(Beginning of Dataset entries)

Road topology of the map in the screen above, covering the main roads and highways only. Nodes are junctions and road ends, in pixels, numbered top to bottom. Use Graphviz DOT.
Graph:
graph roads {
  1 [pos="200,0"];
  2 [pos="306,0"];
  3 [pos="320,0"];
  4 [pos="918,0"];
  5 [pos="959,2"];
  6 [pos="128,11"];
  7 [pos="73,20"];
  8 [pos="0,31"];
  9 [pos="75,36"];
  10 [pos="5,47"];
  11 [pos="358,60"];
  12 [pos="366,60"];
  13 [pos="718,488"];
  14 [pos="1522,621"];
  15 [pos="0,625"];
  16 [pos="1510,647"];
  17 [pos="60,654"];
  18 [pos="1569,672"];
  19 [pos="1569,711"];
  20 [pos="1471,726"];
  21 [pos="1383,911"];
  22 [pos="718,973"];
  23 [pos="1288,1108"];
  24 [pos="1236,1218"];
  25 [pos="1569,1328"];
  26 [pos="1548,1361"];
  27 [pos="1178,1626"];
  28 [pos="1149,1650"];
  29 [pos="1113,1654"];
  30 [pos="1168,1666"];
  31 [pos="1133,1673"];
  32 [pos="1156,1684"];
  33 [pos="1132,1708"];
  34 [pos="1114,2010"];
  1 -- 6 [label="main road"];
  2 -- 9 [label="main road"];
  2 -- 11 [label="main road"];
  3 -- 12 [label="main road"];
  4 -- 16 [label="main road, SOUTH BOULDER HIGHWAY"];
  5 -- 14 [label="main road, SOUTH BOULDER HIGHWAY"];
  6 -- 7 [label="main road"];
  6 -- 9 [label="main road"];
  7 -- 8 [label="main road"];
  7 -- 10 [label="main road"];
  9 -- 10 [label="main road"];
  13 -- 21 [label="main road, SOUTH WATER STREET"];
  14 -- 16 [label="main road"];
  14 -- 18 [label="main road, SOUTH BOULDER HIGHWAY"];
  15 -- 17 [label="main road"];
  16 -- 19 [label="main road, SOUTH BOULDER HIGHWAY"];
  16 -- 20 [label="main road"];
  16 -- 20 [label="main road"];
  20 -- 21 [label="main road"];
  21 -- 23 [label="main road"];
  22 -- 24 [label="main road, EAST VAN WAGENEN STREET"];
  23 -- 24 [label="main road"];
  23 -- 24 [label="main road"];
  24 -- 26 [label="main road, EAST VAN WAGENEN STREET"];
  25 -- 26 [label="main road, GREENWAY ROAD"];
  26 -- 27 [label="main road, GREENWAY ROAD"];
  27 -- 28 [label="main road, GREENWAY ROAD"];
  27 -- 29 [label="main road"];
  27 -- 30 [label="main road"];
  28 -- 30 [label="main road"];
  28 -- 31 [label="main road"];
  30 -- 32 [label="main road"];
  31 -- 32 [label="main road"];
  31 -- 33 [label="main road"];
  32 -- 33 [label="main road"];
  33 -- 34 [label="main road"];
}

(End of Dataset entries)

## Your task:
Each line above that has the word "EAST" should be copied.

## Answer section:
  22 -- 24 [label="main road, EAST VAN WAGENEN STREET"];
  24 -- 26 [label="main road, EAST VAN WAGENEN STREET"];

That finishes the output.